- Opening Delimiter -

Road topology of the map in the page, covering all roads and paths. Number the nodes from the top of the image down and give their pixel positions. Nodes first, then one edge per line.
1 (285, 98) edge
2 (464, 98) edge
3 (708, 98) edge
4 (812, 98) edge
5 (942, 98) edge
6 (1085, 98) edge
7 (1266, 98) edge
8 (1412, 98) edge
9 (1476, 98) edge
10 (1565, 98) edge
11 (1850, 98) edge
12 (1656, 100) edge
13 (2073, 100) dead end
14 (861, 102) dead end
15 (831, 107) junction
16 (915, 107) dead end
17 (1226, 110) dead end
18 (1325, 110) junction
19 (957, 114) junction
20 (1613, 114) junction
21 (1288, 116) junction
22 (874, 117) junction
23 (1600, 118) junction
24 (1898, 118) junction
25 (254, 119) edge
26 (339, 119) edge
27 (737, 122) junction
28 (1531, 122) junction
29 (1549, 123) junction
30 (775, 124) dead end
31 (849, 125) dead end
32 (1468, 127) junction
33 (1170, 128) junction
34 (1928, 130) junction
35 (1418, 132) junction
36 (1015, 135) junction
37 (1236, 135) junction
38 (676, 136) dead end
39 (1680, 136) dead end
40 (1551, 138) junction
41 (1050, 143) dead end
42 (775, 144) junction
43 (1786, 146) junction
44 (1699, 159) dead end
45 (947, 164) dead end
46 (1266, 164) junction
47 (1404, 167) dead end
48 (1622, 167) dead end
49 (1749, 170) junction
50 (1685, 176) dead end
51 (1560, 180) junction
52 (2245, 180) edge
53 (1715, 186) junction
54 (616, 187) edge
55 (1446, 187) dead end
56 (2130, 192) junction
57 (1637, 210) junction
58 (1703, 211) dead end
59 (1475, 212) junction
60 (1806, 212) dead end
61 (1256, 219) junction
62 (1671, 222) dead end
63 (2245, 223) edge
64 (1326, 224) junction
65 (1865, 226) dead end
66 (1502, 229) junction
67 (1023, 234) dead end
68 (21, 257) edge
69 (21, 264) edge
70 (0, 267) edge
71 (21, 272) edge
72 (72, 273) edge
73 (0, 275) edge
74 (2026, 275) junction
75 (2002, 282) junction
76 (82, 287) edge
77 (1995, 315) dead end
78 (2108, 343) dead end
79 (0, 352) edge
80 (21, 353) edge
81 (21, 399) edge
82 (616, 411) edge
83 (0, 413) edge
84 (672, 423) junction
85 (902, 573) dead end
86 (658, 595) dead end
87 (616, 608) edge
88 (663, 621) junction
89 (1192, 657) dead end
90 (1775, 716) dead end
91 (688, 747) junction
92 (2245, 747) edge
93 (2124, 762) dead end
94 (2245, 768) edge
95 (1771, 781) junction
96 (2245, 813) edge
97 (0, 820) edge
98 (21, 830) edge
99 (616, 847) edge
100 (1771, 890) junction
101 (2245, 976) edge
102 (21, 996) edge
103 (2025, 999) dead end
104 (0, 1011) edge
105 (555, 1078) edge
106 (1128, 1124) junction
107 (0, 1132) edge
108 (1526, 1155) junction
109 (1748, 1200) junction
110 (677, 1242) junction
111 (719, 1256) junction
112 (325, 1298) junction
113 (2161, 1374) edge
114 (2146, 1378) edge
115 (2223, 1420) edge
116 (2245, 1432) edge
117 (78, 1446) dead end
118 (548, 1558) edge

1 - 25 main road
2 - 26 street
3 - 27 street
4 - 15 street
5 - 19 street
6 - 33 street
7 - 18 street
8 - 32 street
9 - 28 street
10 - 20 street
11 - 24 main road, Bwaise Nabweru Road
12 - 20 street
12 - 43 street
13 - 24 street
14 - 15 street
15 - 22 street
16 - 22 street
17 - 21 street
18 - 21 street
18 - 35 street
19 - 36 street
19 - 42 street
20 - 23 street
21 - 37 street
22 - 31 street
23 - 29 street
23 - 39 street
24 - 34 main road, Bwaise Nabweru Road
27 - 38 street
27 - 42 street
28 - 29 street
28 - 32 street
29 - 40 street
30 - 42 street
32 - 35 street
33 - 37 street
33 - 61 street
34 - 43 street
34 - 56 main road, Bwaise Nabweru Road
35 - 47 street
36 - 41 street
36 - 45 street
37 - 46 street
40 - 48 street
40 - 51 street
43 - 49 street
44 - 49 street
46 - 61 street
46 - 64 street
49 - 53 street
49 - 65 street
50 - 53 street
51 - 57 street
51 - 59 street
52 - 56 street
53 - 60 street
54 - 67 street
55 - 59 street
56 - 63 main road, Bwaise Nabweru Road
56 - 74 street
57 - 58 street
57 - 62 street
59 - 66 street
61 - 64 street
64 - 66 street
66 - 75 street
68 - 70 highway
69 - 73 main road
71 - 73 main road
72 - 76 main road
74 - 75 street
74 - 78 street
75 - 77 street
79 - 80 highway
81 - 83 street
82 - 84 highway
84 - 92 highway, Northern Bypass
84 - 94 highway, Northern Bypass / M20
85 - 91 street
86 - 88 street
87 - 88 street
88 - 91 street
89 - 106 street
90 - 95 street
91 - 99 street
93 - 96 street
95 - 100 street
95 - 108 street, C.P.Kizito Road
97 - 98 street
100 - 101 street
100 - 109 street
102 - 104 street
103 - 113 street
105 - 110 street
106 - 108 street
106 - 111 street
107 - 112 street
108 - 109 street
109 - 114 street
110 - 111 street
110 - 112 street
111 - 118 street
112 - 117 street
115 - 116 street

- Closing Delimiter -

| PROBLEM DETAILS |
In the entries above, find each line with the string "main" and copy it.

| THE COMPLETED TASK |
1 - 25 main road
11 - 24 main road, Bwaise Nabweru Road
24 - 34 main road, Bwaise Nabweru Road
34 - 56 main road, Bwaise Nabweru Road
56 - 63 main road, Bwaise Nabweru Road
69 - 73 main road
71 - 73 main road
72 - 76 main road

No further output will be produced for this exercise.